═════ Records provided ═════

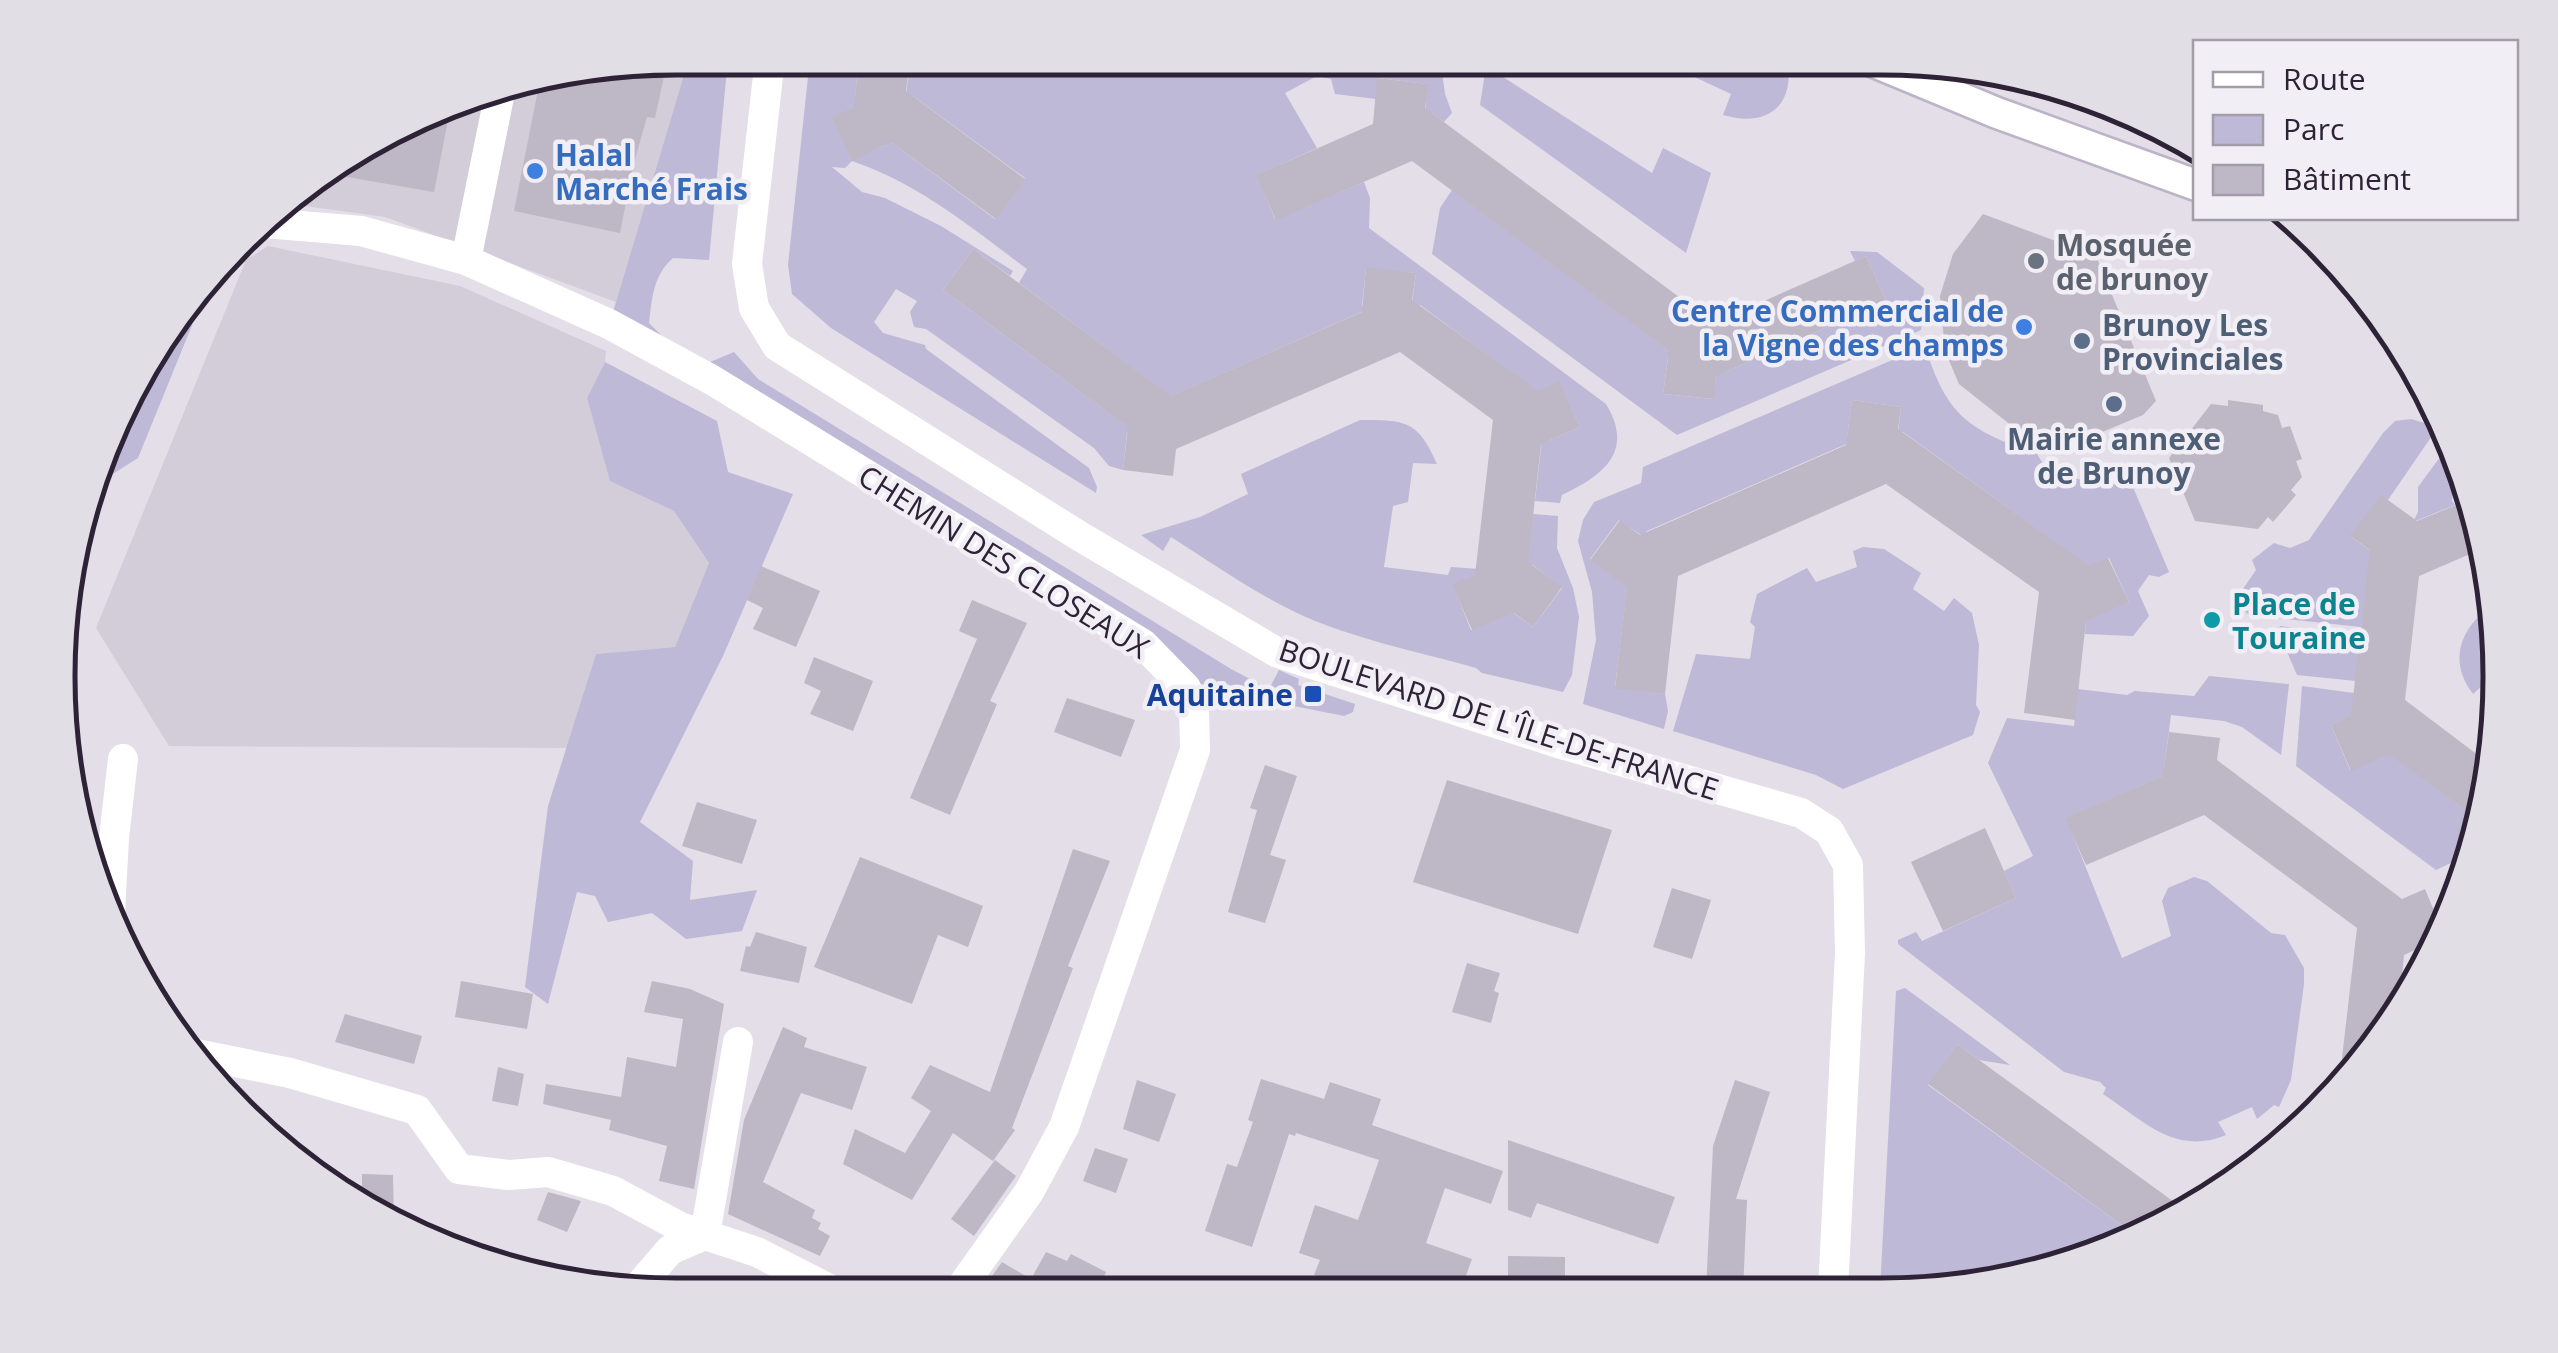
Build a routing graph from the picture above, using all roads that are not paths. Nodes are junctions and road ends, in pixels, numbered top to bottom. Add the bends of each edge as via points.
1 (768, 75) edge
2 (1907, 76) edge
3 (498, 102) edge
4 (2193, 184) edge
5 (280, 224) edge
6 (466, 260) junction
7 (123, 760) dead end
8 (100, 838) edge
9 (738, 1042) dead end
10 (211, 1057) edge
11 (705, 1235) junction
12 (647, 1277) edge
13 (808, 1278) edge
14 (969, 1278) edge
15 (1833, 1278) edge

1 - 15 street, BOULEVARD DE L'ÎLE-DE-FRANCE via 746,264 754,308 776,346 1278,652 1802,813 1829,831 1848,865 1850,953
2 - 4 street
3 - 6 street
5 - 6 street, CHEMIN DES CLOSEAUX via 361,231
6 - 14 street, CHEMIN DES CLOSEAUX via 609,324 743,399 1143,644 1186,688 1194,708 1194,750 1064,1127 1029,1192
7 - 8 street
9 - 11 street
10 - 11 street via 417,1110 459,1168 548,1172 613,1191
11 - 12 street via 670,1250
11 - 13 street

═════

*The problem*
Your answer should be an exact copy of the records above, with no pictures in it.

*Finished exercise*
Build a routing graph from the picture above, using all roads that are not paths. Nodes are junctions and road ends, in pixels, numbered top to bottom. Add the bends of each edge as via points.
1 (768, 75) edge
2 (1907, 76) edge
3 (498, 102) edge
4 (2193, 184) edge
5 (280, 224) edge
6 (466, 260) junction
7 (123, 760) dead end
8 (100, 838) edge
9 (738, 1042) dead end
10 (211, 1057) edge
11 (705, 1235) junction
12 (647, 1277) edge
13 (808, 1278) edge
14 (969, 1278) edge
15 (1833, 1278) edge

1 - 15 street, BOULEVARD DE L'ÎLE-DE-FRANCE via 746,264 754,308 776,346 1278,652 1802,813 1829,831 1848,865 1850,953
2 - 4 street
3 - 6 street
5 - 6 street, CHEMIN DES CLOSEAUX via 361,231
6 - 14 street, CHEMIN DES CLOSEAUX via 609,324 743,399 1143,644 1186,688 1194,708 1194,750 1064,1127 1029,1192
7 - 8 street
9 - 11 street
10 - 11 street via 417,1110 459,1168 548,1172 613,1191
11 - 12 street via 670,1250
11 - 13 street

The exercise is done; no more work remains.